Our premiums have risen by about 10% a year even as our deductibles and copays have gone up, too. It's ugly out there, trust me. And has been.
Margie
No prescription coverage and no office visit coverage with a $250 deductible and maximum out of pocket of $2,500 in network $5,000 out of network gets me a $230 a month rate on myself and a 7yo,6yo,and 20 month old with BCBS. Adding my wife didn't drastically change the rates but she has great coverage through work so it wasn't needed. My office visits are only $70-$90 anyway and my prescriptions are around $40 a month so that plan makes sense for us currently. I could lower mine drastically with a much higher deductible and an emergency only plan and be pretty close to the mythical "$100 a month" policy but they do not allow that when you include a baby on the policy.

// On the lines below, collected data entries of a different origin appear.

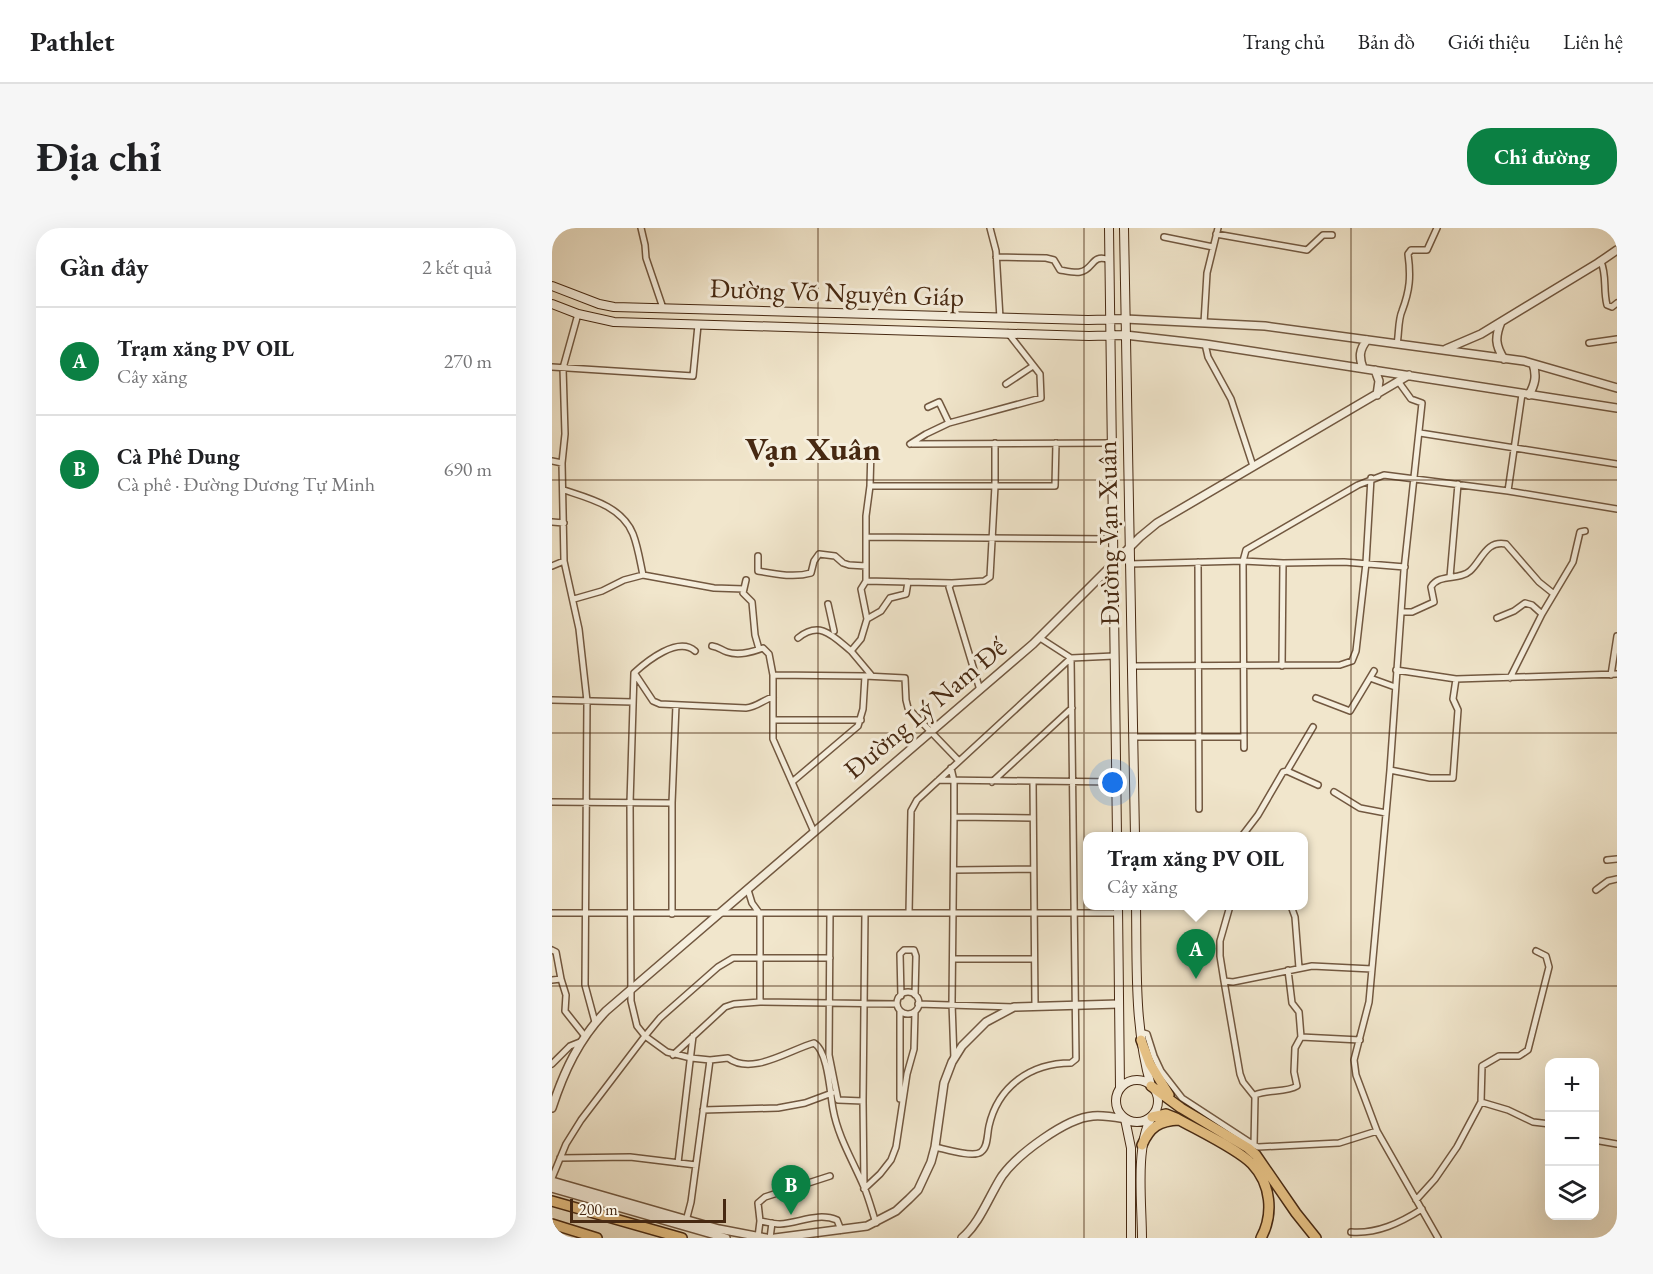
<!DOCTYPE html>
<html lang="vi">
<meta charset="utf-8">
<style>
:root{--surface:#fff;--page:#f6f6f6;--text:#202124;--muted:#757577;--line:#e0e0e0;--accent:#0b8043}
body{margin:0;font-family:"EB Garamond",serif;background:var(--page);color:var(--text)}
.controls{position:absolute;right:18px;bottom:18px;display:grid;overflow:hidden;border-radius:12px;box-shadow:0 6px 24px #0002}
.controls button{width:54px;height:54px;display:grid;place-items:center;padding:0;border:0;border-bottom:2px solid var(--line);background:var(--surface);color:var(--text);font:30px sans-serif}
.scale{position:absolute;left:18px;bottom:15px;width:156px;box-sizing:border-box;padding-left:6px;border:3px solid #472912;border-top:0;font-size:16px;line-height:21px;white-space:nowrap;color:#472912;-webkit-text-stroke:4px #f6efde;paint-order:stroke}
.you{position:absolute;left:561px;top:555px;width:21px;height:21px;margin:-15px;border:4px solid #fff;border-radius:50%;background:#1a73e8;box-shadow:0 0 0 9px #1a73e833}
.badge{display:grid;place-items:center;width:39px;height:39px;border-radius:50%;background:var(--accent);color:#fff;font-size:20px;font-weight:700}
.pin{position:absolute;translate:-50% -50px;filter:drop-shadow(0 2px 3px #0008)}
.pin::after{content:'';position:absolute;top:32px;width:21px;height:18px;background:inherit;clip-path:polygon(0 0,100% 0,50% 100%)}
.popup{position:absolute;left:531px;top:604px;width:225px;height:78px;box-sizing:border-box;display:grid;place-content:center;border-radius:12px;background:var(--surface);filter:drop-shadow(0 2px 4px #0005);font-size:20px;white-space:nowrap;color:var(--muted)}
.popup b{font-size:22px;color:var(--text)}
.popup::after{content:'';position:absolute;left:50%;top:100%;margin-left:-12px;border:12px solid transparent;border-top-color:var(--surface)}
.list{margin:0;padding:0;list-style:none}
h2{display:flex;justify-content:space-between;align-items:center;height:78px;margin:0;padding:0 24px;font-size:26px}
h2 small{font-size:20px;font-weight:400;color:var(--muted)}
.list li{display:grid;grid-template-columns:39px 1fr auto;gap:18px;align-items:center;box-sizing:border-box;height:108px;padding:0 24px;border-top:2px solid var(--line)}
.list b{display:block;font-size:22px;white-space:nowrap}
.list p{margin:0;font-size:20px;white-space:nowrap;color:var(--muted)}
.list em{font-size:20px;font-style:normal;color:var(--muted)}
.icon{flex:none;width:33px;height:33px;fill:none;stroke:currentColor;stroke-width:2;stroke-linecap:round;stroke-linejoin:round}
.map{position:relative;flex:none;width:1065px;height:1010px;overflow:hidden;border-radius:24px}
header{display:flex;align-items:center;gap:36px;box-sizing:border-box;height:84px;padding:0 30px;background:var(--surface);border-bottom:2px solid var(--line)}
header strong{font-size:28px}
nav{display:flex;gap:33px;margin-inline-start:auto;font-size:21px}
.intro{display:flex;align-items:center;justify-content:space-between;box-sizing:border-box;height:144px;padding:0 36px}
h1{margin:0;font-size:42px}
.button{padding:15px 27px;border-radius:24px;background:var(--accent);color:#fff;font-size:21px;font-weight:700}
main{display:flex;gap:36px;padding:0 36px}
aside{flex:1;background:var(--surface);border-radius:24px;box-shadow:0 6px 24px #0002}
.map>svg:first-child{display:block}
</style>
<header>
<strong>Pathlet</strong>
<nav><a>Trang chủ</a><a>Bản đồ</a><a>Giới thiệu</a><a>Liên hệ</a></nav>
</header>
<div class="intro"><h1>Địa chỉ</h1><a class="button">Chỉ đường</a></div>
<main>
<aside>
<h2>Gần đây<small>2 kết quả</small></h2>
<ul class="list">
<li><span class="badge">A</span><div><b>Trạm xăng PV OIL</b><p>Cây xăng</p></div><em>270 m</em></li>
<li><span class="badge">B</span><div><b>Cà Phê Dung</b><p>Cà phê · Đường Dương Tự Minh</p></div><em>690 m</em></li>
</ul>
</aside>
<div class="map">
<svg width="1065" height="1010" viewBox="0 0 1065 1010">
<rect width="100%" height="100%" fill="#f1e6cc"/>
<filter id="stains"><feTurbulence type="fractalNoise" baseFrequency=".00333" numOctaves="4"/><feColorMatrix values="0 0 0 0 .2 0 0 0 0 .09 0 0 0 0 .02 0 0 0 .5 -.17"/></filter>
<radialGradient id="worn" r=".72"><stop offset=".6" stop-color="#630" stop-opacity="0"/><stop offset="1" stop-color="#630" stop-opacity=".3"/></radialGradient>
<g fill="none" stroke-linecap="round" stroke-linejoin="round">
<g stroke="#725840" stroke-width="8">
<path id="minor" d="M89 0 93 17 94 30 111 80
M438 0 444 23 448 90
M664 6 755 22 771 7H780
M612 9 661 19
M444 29 494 30 502 32 508 42C514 43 522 45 528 44 542 42 539 25 557 32
M1049 34C1055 47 1051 62 1055 77L1060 79 1065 75
M26 86 11 140 13 206 10 235 12 333 27 401 35 473 33 757 43 794
M652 95 655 45 666 0
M1037 115 1065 111
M653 116 656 129 679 171 701 238
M845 116C847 106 846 92 850 83 858 62 859 48 856 26L859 22H875L885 0
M0 139 141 148 146 97
M454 156 481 138
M376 179 387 174 397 195
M868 205 1065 236
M358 216 374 206 397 195 489 170 488 146 456 105
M360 216 559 215
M319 220 318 258 314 288V353L356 354 354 366 338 370 329 383 315 391 309 411 299 423 320 448
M0 233 10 235
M318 258H503L504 215
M12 262C36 270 70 278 81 306 86 319 88 333 91 347
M956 263 970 166
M0 294 12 295
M314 309 560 311
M206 328V343C223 346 242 350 259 345L262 333 267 326 283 328 291 335 297 337 314 338
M646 334 647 581
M577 336 691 333 731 335 792 334 853 339
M0 338 12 333
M898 349 906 256
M194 352 191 365 200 374 203 407 207 421
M314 353 309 361 315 391
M356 354 400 355
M22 371 50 363 72 352 91 347 162 360 192 361
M276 376 282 403
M849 384H860L882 374 879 359C887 345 907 353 918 343 930 332 934 312 954 316L987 354 1002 366
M945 390 962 383 973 375 980 377 990 386
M246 410C268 392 281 408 299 423
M160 418C167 419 169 422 175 424 187 428 200 424 211 420L217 426 221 447V511L262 604
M143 423C126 408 95 433 82 445L78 575 79 773 85 798 93 808 115 824 139 830 158 832
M579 438 788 437 800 433 804 423 814 335 819 250
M730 438 731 335
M844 442 904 451 1065 446
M83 446 101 473 108 476 194 480C205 479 211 472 221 469
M221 447 313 448
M1059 447 1065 408
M818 450 843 459
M958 450 990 386 1021 334 1028 304 1033 303
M428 462 397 359 400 355 432 353 438 349 443 258V215
M764 470 798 483 822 443
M0 472 81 474
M221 492H309
M581 509H691
M692 520 691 333 694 322 806 257 832 247 956 263 1065 281
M399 540 402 553V589L400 775 402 831
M838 542 878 550H901L906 482 901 471 904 451
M735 543 761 499
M387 552 564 554
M240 554 306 498 311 481 313 448 353 450 354 472 356 480 407 533
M440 554 520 480
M481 554 483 777
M782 564 808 580 834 585
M0 574 120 575
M402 589 480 590
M690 608 706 587 731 544 735 543 766 557
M1055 632 1065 631
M402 642 481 641
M196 662 200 675 208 686V774
M1044 662 1056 653 1065 651
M678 678 668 713V728L672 753 681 754 760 738 820 741
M739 678 743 689 747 740
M0 685H566
M278 685 277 827 286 872 311 873
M357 685 359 583 365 572 519 430 562 428
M120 686V575L124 477
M0 722 4 724 9 751
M401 731H482
M0 752 9 751 14 767 13 783 32 807
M672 753 688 846 691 854 703 869 702 917
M345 775a11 11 0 1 1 22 0a11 11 0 1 1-22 0Z
M349 768 348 726 352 722H362L364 728 363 767
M366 776 462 779
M588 804 595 806 602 828 609 843 630 870 702 917 706 919 787 915 825 903 804 847 802 832 817 774 838 542 852 342 870 175 859 171 846 153
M749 809 808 812
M121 827 173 779 182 776 208 774 345 776
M0 836 18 818 28 814
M703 867C715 861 734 865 745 858L742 844 743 820 749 809 747 784 740 775 736 742
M348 871V783
M929 874 956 882 981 894 998 896
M151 882 226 880 253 875 280 865
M825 903 886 1010
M1042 912 1065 916
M383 919C393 921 421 930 429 924 436 919 435 907 437 898 446 858 479 835 519 835L524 831 519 430 488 410
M8 930 78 929 144 937
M126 935 141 808
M0 950 14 916 29 892 93 808 108 790 166 739 181 730H278
M312 959 311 873 313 685
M312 961 328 946 339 932 344 919 355 846 362 821 363 784
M864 972 883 951 905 919 929 874 930 838 947 828H967L976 822 997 739 994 728 984 723
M134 993 139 974 158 832 176 830C200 848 237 822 262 815 276 823 278 865 281 881 286 909 301 933 312 959 317 971 320 983 324 995
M208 993C215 994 221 996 228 996 247 995 266 984 285 992L289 1002
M799 1004C825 1006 848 995 870 981
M206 1009 208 993 206 975 213 969 278 948
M218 1010 220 995"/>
</g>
<g stroke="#725840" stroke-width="10">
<path id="tertiary" d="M573 91 713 98 972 133 1065 160
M949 94C943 109 943 117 952 131
M573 107 653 116 1065 180
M894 121 929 106 1046 35 1065 22
M811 140C807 129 807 122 815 112
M823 142 827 153 825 167
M977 167C983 156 985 148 981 136
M0 880C12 843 27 811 54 783L481 416 588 309 605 295 857 147
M0 953 167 1001 214 1010
M0 960 174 1010
M223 1010 315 998 344 983 357 971 366 962 379 934 383 919 392 855 400 834 410 818 434 794 462 779 567 776
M410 1010C428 995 437 968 450 948 466 926 514 890 541 888 552 887 562 889 573 891"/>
</g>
<g stroke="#472912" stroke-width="10">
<path id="secondary" d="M557 0 565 608
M572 0 583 608
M0 58 47 76 62 79 536 92 573 91
M0 76 26 86 62 94 537 108 573 107
M566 678 568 860
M584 678C585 738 582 799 599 858
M564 873a21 21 0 1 1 42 0a21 21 0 1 1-42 0Z
M573 891 579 920V1010
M590 1010C590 976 583 920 599 890"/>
</g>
<g stroke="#472912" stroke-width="12">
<path id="motorway" d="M589 812 598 836 617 867
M599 858 629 880 696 920 704 927 744 985 764 1010
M600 889 614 886 624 890C643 901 686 921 700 936 719 956 722 986 709 1010
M590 917C598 899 607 893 627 892
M0 973 130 1010
M0 996 45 1010"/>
</g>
<use href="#minor" stroke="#f6efde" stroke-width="5"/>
<use href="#tertiary" stroke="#f6efde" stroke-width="7"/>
<use href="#secondary" stroke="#f6efde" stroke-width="8"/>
<use href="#motorway" stroke="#e8c386" stroke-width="9"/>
</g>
<path fill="none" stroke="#472912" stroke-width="1.5" stroke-opacity="0.55" d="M266 0V1010M532 0V1010M799 0V1010M0 252H1065M0 505H1065M0 758H1065"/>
<g text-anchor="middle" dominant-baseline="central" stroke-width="6" stroke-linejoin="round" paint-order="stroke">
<g font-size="27" fill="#472912" stroke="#f6efde">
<text transform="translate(285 64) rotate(2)">Đường Võ Nguyên Giáp</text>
<text transform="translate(556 305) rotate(-91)">Đường Vạn Xuân</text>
<text transform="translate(373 480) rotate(-40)">Đường Lý Nam Đế</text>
</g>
<g font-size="33" font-weight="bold" fill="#472912" stroke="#f6efde">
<text x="261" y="220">Vạn Xuân</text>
</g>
</g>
<rect width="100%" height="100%" filter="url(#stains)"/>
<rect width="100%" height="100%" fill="url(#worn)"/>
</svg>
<div class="controls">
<button>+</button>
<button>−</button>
<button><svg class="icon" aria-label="layers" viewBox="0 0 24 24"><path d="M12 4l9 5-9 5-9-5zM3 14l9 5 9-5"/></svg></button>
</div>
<div class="scale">200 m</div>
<div class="you"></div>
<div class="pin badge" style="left:644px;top:751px">A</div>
<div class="popup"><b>Trạm xăng PV OIL</b>Cây xăng</div>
<div class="pin badge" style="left:239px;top:987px">B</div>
</div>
</main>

Soooooo-either the $100 a month people are covering only $100 a month while their work covers the rest, or they are cherry picking a minimal coverage plan that is only available with a very very narrow set of parameters and never ever available as a group employee plan.
I hear you, Joshua, believe me, but you try selling your employees a health plan that doesn't cover prescriptions or office visits, even if you do pay all the premiums. As it is, at least once a month I hear someone at the office say something along the lines of, "I had to pick up a prescription, and whoa! they wanted $30!!" or "I had to go see a specialist, and whoa! it was SIXTY DOLLARS!"
Maybe I should start replying with, "I just paid your premium, and whoa! It was FOUR HUNDRED DOLLARS!"